Sual: Nefsin hevasına uymamak için yapmak gerekir?
CEVAP
Nefsin sevdiği, istediği şeylere heva denir. Nefsin hevasına, şehvetlerine, isteklerine, lezzetlerine tâbi olmak kötü huyların başında gelir. Nefsin arzularının, insanı Allah yolundan saptırıcı oldukları, Kur'an-ı kerimde haber verilmiştir. Çünkü nefs, daima Allahü teâlâyı inkâr, Ona inat, isyan etmek ister. Her işte, nefsin arzularına uymak, nefse tapınmak olur. Nefsine uyan, küfre veya bid’at sahibi olmaya yahut fıska [haram işlemeye] başlar. Âlimler, (Nefse uymaktan kurtulmak, dünya nimetlerinin en büyüğüdür.

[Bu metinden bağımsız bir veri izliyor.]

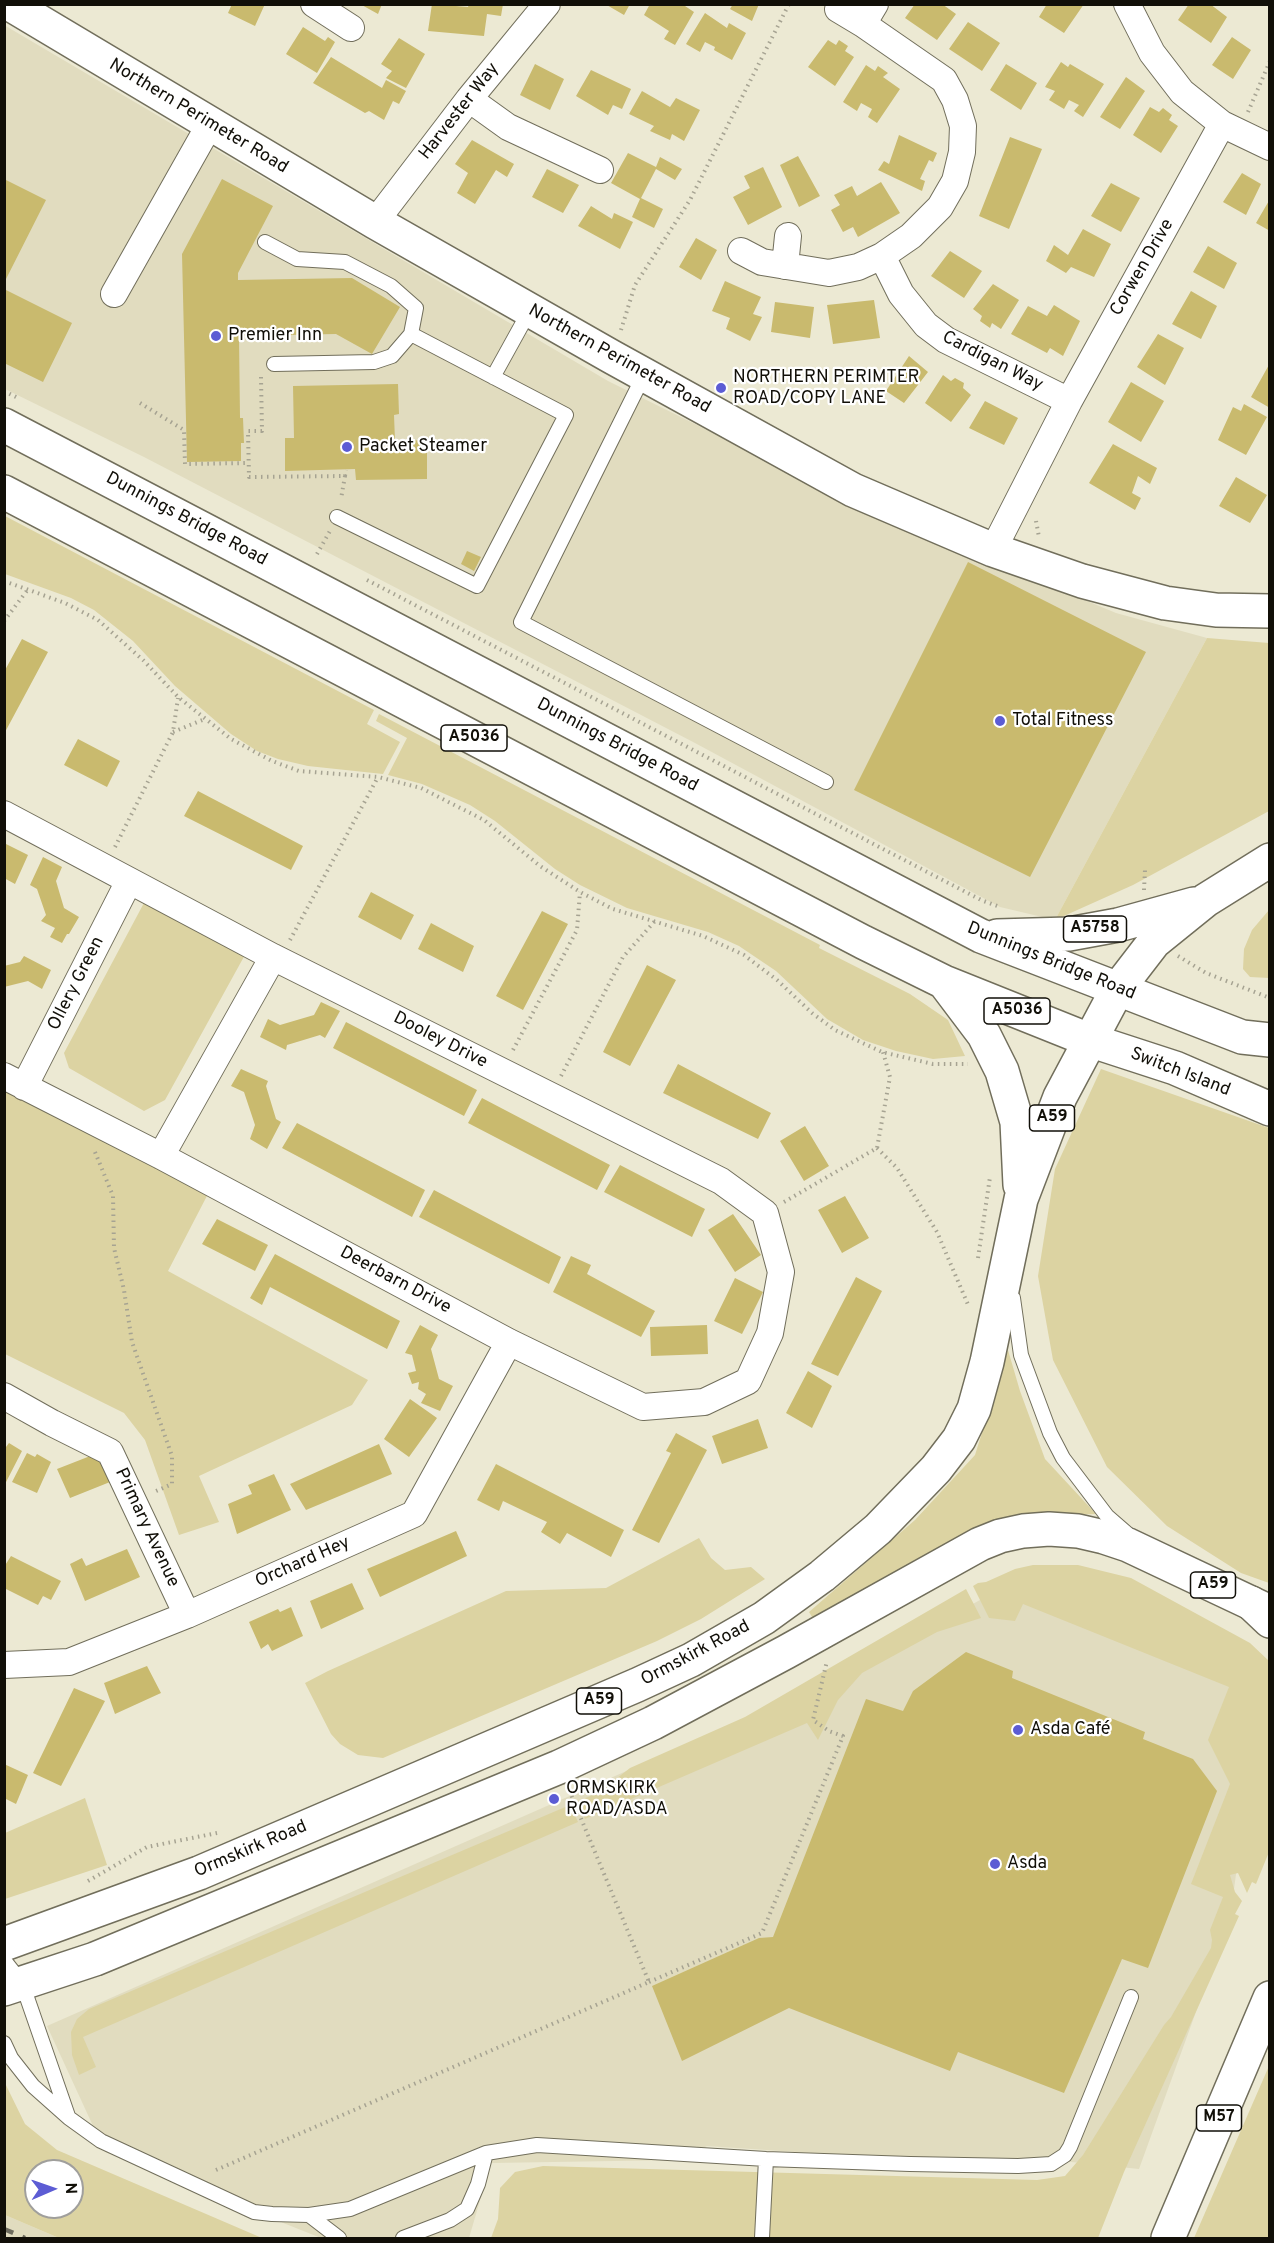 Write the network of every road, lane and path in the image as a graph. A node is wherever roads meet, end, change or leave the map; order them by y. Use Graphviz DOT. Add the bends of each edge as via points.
graph roads {
  1 [pos="10,4"];
  2 [pos="314,4"];
  3 [pos="547,4"];
  4 [pos="789,4"];
  5 [pos="1127,4"];
  6 [pos="838,9"];
  7 [pos="869,14"];
  8 [pos="351,28"];
  9 [pos="1269,61"];
  10 [pos="470,99"];
  11 [pos="210,124"];
  12 [pos="1231,128"];
  13 [pos="1269,147"];
  14 [pos="600,170"];
  15 [pos="375,222"];
  16 [pos="788,236"];
  17 [pos="265,242"];
  18 [pos="741,251"];
  19 [pos="882,256"];
  20 [pos="785,267"];
  21 [pos="114,294"];
  22 [pos="530,310"];
  23 [pos="411,334"];
  24 [pos="612,357"];
  25 [pos="274,364"];
  26 [pos="644,375"];
  27 [pos="493,377"];
  28 [pos="4,391"];
  29 [pos="1069,401"];
  30 [pos="140,403"];
  31 [pos="15,413"];
  32 [pos="249,463"];
  33 [pos="346,470"];
  34 [pos="345,476"];
  35 [pos="4,492"];
  36 [pos="337,517"];
  37 [pos="307,549"];
  38 [pos="993,550"];
  39 [pos="359,576"];
  40 [pos="4,581"];
  41 [pos="29,588"];
  42 [pos="1269,610"];
  43 [pos="4,621"];
  44 [pos="178,697"];
  45 [pos="206,719"];
  46 [pos="173,732"];
  47 [pos="378,777"];
  48 [pos="826,782"];
  49 [pos="4,814"];
  50 [pos="1269,860"];
  51 [pos="104,867"];
  52 [pos="129,880"];
  53 [pos="580,892"];
  54 [pos="1206,900"];
  55 [pos="1009,911"];
  56 [pos="655,921"];
  57 [pos="981,936"];
  58 [pos="1154,942"];
  59 [pos="276,958"];
  60 [pos="944,982"];
  61 [pos="1117,990"];
  62 [pos="1269,998"];
  63 [pos="1256,1039"];
  64 [pos="1089,1040"];
  65 [pos="882,1052"];
  66 [pos="1269,1055"];
  67 [pos="978,1064"];
  68 [pos="501,1071"];
  69 [pos="14,1082"];
  70 [pos="551,1096"];
  71 [pos="1269,1109"];
  72 [pos="81,1116"];
  73 [pos="877,1148"];
  74 [pos="161,1156"];
  75 [pos="990,1172"];
  76 [pos="1021,1199"];
  77 [pos="765,1213"];
  78 [pos="1010,1256"];
  79 [pos="977,1260"];
  80 [pos="972,1302"];
  81 [pos="509,1342"];
  82 [pos="4,1396"];
  83 [pos="133,1501"];
  84 [pos="1157,1558"];
  85 [pos="1263,1612"];
  86 [pos="187,1615"];
  87 [pos="829,1653"];
  88 [pos="4,1665"];
  89 [pos="559,1767"];
  90 [pos="225,1831"];
  91 [pos="88,1881"];
  92 [pos="4,1944"];
  93 [pos="10,1977"];
  94 [pos="650,1982"];
  95 [pos="1131,1997"];
  96 [pos="1269,1998"];
  97 [pos="4,2043"];
  98 [pos="69,2118"];
  99 [pos="486,2153"];
  100 [pos="766,2159"];
  101 [pos="216,2170"];
  102 [pos="309,2215"];
  103 [pos="339,2238"];
  104 [pos="403,2238"];
  105 [pos="762,2238"];
  106 [pos="1168,2238"];
  1 -- 11 [label="main road, Northern Perimeter Road"];
  2 -- 8 [label="street"];
  3 -- 10 [label="street, Harvester Way"];
  4 -- 24 [label="path" via="690,200 635,285"];
  5 -- 12 [label="street" via="1152,53 1182,92"];
  6 -- 7 [label="street"];
  7 -- 19 [label="street" via="944,80 963,126 955,181 940,207"];
  9 -- 12 [label="path"];
  10 -- 14 [label="street" via="508,127"];
  10 -- 15 [label="street, Harvester Way"];
  11 -- 15 [label="main road, Northern Perimeter Road"];
  11 -- 21 [label="street"];
  12 -- 13 [label="street"];
  12 -- 29 [label="street, Corwen Drive"];
  15 -- 22 [label="main road, Northern Perimeter Road"];
  16 -- 20 [label="street"];
  17 -- 23 [label="lane" via="297,259 345,262 391,286 416,308"];
  18 -- 20 [label="street" via="762,262"];
  19 -- 20 [label="street" via="858,267 828,273"];
  19 -- 29 [label="street, Cardigan Way" via="902,294 926,325 945,340"];
  22 -- 24 [label="main road, Northern Perimeter Road"];
  22 -- 27 [label="lane"];
  23 -- 25 [label="lane" via="392,356 374,362"];
  23 -- 27 [label="lane"];
  24 -- 26 [label="main road, Northern Perimeter Road"];
  25 -- 32 [label="path" via="261,378 262,430 246,431"];
  26 -- 38 [label="main road, Northern Perimeter Road" via="853,490"];
  26 -- 48 [label="lane" via="521,622"];
  27 -- 36 [label="lane" via="566,415 477,586"];
  28 -- 31 [label="path"];
  29 -- 38 [label="street, Corwen Drive"];
  30 -- 32 [label="path" via="184,430 185,464"];
  31 -- 57 [label="main road, Dunnings Bridge Road"];
  32 -- 34 [label="path" via="249,477"];
  33 -- 34 [label="path"];
  34 -- 36 [label="path"];
  35 -- 60 [label="main road, A5036"];
  36 -- 37 [label="path" via="317,554"];
  38 -- 42 [label="main road, Northern Perimeter Road" via="1082,581 1164,603 1216,610"];
  39 -- 55 [label="path" via="981,900"];
  40 -- 41 [label="path"];
  41 -- 43 [label="path"];
  41 -- 44 [label="path" via="98,620"];
  44 -- 45 [label="path"];
  44 -- 46 [label="path"];
  45 -- 46 [label="path"];
  45 -- 47 [label="path" via="231,739 298,771"];
  46 -- 51 [label="path"];
  47 -- 53 [label="path" via="421,788 483,820"];
  47 -- 59 [label="path"];
  49 -- 51 [label="street, Dooley Drive"];
  50 -- 54 [label="main road, A5758"];
  51 -- 52 [label="street, Dooley Drive"];
  52 -- 59 [label="street, Dooley Drive"];
  52 -- 69 [label="street, Ollery Green"];
  53 -- 56 [label="path" via="613,909"];
  53 -- 68 [label="path" via="577,930"];
  54 -- 57 [label="main road, A5758" via="1118,925 1069,934"];
  54 -- 58 [label="main road, A5758"];
  56 -- 65 [label="path" via="703,936 744,955 835,1030"];
  56 -- 70 [label="path" via="623,957"];
  57 -- 61 [label="main road, Dunnings Bridge Road"];
  58 -- 61 [label="main road, A5758"];
  58 -- 62 [label="path" via="1206,973"];
  59 -- 68 [label="street, Dooley Drive"];
  59 -- 74 [label="street"];
  60 -- 64 [label="main road, Switch Island / A5036"];
  60 -- 76 [label="main road" via="984,1035 1002,1071 1017,1122"];
  61 -- 63 [label="main road, Dunnings Bridge Road"];
  61 -- 64 [label="main road"];
  63 -- 66 [label="main road, Dunnings Bridge Road"];
  64 -- 71 [label="main road, Switch Island / A5036" via="1175,1068"];
  64 -- 76 [label="main road, A59" via="1060,1097"];
  65 -- 67 [label="path" via="933,1064"];
  65 -- 73 [label="path" via="890,1077"];
  68 -- 70 [label="street, Dooley Drive"];
  69 -- 72 [label="street, Deerbarn Drive"];
  70 -- 77 [label="street, Dooley Drive" via="721,1181"];
  72 -- 74 [label="street, Deerbarn Drive"];
  72 -- 83 [label="path" via="74,1131 96,1153 114,1196 114,1248 132,1342 172,1456 172,1484"];
  73 -- 77 [label="path"];
  73 -- 80 [label="path" via="897,1168 937,1232 971,1312"];
  74 -- 81 [label="street, Deerbarn Drive"];
  75 -- 79 [label="path"];
  76 -- 78 [label="main road, A59"];
  77 -- 81 [label="street, Deerbarn Drive" via="781,1272 770,1333 748,1381 704,1402 643,1407"];
  78 -- 84 [label="lane" via="1021,1355 1050,1433 1107,1516"];
  78 -- 92 [label="main road, Ormskirk Road / A59" via="985,1371 974,1409 959,1439 878,1529 764,1618 691,1660 637,1685 221,1864"];
  81 -- 86 [label="street, Orchard Hey" via="414,1514"];
  82 -- 83 [label="street, Primary Avenue" via="110,1452"];
  83 -- 86 [label="street, Primary Avenue"];
  84 -- 85 [label="main road, A59"];
  84 -- 89 [label="main road, A59" via="1078,1531 1049,1529 1000,1536 663,1717"];
  86 -- 88 [label="street, Orchard Hey" via="69,1662"];
  87 -- 94 [label="path" via="813,1720 843,1736 762,1933"];
  89 -- 93 [label="main road, A59" via="94,1959"];
  89 -- 94 [label="path"];
  90 -- 91 [label="path" via="147,1847"];
  93 -- 98 [label="lane"];
  94 -- 101 [label="path"];
  95 -- 100 [label="lane" via="1070,2147 1051,2164 934,2165"];
  96 -- 106 [label="main road, M57"];
  97 -- 98 [label="lane" via="33,2086"];
  98 -- 102 [label="lane" via="101,2141 255,2212"];
  99 -- 100 [label="lane" via="537,2145"];
  99 -- 102 [label="lane" via="350,2209"];
  99 -- 104 [label="lane" via="467,2210"];
  100 -- 105 [label="lane"];
  102 -- 103 [label="lane"];
}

Çünkü nefs, Allahü teâlâ ile kul arasındaki engellerin en tehlikelisidir. İbadetlerin en kıymetlisi, nefse uymamaktır) buyurmuşlardır. Kur’an-ı kerimde mealen buyuruluyor ki:
(Rabbinin azametinden korkup, kendini nefsinin arzularından men edenin, varacağı yer elbette Cennettir.) [Naziat 40,41]
Hadis-i şeriflerde de buyuruldu ki:
(Şu üç şey insanı felakete sürükler: Hasislik, nefse uymak, kendini beğenmek.) [Ebu Nasr, Hakim-i Tirmizi]
(Şu dört şey kimde bulunursa ona Cehennem haramdır, şeytan ve nefsinden de korunmuş olur. Nefsi bir şeye heves etse, nefsin şehvet ve öfkesine hakim olur. Nefsi bir şeyden nefret etse de onu yapar. Bu dört şey şunlardır: Bir miskini barındırmak, güçsüze acımak, hizmetçiye yumuşaklık göstermek, ana babaya infak.) [Deylemi]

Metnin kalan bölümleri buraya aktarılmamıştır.